David Leangen commented on FELIX-5332:
--

I have made another attempt. Here are a few additional learnings, and a bit of 
an explanation about what I've done. This patch (which I will submit right 
away) is up-to-date with the current version HEAD in the felix git repo.

In addition to a few API updates and corresponding implementation classes, I 
have submitted several classes in the test cases. The goal here is to mock what 
I would consider to be an epitomic use case. Here, I created a mock-up of 
Prevayler. Prevayler needs to serialize objects (normally to a file on disk), 
then deserialize the objects. Problem is, there is no way to know which object 
is being deserialized, and no knowledge about the object, so without some help, 
deserialization will not work.

To give a bit more context: each "transaction" is wrapped in an object 
prescribed by Prevayler. I created an arbitrary means of wrapping up the 
transaction as a DTO. Probably, this part needs much more thought. 
Specifically: what should go into the OSGi Serializer, and what should not. I 
think some of the stuff going on outside should actually be brought inside, 
since it is stuff that will *always* have to be done (such as providing an 
identity for a Schema to avoid having to also serialize the entire schema along 
with the payload).

I think that the Schematizer could eventually be much "smarter" and require 
fewer hints via rules, but I am running out of time. Working with rules was 
quicker for me, because it allowed me to dumb down the Schematizer.

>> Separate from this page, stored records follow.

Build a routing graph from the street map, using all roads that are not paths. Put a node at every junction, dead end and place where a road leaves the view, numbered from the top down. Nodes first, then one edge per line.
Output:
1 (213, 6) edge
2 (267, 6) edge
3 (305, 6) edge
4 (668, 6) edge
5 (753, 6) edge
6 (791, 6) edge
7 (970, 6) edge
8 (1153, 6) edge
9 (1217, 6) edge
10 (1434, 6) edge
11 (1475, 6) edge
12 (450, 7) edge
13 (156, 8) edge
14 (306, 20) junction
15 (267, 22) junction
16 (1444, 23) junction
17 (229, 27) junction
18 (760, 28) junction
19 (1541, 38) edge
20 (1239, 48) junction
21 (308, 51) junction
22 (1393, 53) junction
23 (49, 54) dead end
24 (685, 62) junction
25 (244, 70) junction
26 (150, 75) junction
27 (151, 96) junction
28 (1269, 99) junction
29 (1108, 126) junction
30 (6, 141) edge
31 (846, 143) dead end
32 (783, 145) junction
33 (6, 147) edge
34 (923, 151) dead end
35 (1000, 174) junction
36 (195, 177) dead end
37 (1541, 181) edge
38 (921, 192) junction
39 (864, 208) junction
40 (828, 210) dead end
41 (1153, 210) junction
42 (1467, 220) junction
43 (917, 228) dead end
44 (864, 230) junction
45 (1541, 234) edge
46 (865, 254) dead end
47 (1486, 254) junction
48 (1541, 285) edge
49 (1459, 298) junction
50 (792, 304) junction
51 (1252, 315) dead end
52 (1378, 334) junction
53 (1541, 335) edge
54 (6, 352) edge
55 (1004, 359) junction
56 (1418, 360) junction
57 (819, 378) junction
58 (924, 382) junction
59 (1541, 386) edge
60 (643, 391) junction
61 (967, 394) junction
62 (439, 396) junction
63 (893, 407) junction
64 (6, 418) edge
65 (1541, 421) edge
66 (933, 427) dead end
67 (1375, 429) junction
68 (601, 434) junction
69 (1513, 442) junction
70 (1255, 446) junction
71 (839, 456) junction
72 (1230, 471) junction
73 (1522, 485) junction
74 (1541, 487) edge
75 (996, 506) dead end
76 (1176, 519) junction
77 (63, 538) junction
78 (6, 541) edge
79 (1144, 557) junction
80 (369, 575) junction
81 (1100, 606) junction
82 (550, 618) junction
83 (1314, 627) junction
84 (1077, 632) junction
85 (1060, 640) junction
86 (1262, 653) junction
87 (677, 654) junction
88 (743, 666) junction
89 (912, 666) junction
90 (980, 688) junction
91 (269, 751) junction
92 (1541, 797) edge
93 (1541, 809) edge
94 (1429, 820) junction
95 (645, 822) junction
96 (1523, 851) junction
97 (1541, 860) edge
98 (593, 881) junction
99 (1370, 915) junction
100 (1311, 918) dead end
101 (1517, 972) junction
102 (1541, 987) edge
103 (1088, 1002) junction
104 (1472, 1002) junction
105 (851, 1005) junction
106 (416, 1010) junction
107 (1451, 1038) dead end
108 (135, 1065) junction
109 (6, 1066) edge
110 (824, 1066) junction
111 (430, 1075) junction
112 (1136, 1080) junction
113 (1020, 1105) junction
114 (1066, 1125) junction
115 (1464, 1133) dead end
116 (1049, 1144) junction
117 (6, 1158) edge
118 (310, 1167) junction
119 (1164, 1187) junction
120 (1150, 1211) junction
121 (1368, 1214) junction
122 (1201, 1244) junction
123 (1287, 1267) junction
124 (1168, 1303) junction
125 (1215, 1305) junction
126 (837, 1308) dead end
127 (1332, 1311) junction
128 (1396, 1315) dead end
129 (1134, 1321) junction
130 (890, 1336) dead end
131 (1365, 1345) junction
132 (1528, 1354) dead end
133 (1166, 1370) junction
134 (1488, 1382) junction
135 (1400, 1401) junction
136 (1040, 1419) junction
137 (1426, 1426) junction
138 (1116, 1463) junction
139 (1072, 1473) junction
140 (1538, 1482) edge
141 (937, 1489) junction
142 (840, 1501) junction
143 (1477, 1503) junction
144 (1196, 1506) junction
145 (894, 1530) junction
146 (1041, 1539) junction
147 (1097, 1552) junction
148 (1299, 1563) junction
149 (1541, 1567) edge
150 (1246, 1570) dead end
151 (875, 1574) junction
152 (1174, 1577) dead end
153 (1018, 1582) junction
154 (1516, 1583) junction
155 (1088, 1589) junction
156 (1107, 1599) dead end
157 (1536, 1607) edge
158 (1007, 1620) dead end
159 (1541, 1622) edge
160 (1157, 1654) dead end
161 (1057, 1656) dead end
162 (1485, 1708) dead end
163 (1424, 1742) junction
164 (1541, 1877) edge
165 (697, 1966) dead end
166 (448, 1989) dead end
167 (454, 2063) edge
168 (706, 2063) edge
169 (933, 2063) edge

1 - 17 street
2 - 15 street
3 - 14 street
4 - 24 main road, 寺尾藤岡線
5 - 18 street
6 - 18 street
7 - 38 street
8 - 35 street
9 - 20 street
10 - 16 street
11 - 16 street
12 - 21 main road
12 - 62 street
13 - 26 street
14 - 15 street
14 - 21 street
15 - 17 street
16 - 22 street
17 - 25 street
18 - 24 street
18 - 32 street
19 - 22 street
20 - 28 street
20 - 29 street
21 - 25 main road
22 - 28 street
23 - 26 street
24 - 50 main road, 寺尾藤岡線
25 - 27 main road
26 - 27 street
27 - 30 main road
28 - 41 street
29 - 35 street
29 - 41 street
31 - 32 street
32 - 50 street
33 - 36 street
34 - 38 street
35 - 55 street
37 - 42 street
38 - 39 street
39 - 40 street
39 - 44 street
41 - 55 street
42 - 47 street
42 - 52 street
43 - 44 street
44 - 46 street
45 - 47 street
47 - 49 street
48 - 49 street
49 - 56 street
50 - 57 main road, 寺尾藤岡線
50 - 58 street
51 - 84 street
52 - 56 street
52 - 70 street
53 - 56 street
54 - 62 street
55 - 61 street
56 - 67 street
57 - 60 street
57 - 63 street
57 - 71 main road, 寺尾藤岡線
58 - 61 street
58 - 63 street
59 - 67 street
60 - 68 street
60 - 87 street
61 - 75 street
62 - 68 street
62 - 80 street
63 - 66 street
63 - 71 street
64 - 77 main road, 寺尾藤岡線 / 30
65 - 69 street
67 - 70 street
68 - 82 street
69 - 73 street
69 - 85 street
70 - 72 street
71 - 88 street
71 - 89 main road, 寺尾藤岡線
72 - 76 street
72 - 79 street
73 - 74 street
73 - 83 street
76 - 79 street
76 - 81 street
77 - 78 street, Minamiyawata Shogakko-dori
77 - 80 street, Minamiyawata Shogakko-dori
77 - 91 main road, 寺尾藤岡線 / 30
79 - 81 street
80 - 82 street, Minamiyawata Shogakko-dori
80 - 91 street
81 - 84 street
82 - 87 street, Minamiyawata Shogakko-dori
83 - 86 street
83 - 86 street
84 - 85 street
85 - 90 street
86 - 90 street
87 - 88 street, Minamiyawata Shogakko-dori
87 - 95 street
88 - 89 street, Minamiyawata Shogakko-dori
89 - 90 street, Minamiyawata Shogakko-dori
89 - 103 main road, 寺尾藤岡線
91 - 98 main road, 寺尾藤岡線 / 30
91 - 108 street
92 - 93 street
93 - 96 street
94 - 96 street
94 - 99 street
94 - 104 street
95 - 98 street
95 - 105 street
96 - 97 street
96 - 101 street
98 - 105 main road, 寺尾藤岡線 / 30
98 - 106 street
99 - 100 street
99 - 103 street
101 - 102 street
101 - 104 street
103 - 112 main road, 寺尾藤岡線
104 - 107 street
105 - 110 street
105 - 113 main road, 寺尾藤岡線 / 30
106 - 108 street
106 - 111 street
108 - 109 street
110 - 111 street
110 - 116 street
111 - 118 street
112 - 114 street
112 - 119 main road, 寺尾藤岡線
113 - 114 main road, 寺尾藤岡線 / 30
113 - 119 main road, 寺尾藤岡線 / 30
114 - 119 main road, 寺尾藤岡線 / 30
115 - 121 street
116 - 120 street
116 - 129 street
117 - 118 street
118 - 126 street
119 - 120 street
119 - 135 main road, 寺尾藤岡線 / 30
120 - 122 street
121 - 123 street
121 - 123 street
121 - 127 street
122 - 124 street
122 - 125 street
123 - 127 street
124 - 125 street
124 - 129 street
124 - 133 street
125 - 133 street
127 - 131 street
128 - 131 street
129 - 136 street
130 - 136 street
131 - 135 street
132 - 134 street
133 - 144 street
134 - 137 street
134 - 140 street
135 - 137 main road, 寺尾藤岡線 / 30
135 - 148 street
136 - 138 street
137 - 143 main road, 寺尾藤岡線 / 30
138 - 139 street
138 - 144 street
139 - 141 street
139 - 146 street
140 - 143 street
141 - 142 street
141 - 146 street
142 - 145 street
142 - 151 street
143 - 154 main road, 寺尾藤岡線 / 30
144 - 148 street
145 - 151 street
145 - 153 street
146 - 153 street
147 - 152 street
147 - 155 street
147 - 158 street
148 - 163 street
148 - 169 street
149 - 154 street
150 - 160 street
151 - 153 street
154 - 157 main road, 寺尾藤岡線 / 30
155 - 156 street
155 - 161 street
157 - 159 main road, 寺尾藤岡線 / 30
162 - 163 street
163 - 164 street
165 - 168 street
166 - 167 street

If there is anything unclear in the code, please ask. I can also submit 
comments.

The code helps in two ways:

 #  Creates a 
[Schema|https://github.com/dleangen/felix/blob/serializer/converter/converter/src/main/java/org/osgi/service/converter/Schema.java]
 of the object to serialize, which can provide all the hints necessary to 
properly deserialize later
 # Serializes the Schema by means of an alias, so as to not take up disk space 
unnecessarily

I'm sure there is a more intelligent way to serialize the alias, but whatever. 
This works. :-)

I'm sure others will find lots and lots of improvements to make, but as I say, 
I hope at least that this will start a serious discussion.

Some limitations:

 * Only works with DTOs for now (maybe that is how it should remain, I don't 
know).
 * Code could be cleaner (but is a good starting point for discussion).
 * Introduces new objects into the API (so adoption / agreement may not be 
easy).

BTW, I find it much easier working with git than submitting patches via svn. 
[Here is the branch on my git 
clone|https://github.com/dleangen/felix/tree/serializer/converter]. Would it be 
possible to make a pull request next time instead of submitting a patch?

> Serializer
> --
>
> Key: FELIX-5332
> URL: https://issues.apache.org/jira/browse/FELIX-5332
> Project: Felix
>  Issue Type: New Feature
>  Components: Converter
>Reporter: David Leangen
>
> Test case and a bit of code to show how a Serializer could work.
> To work as a Serializer, the type information needs to be embedded into the 
> output.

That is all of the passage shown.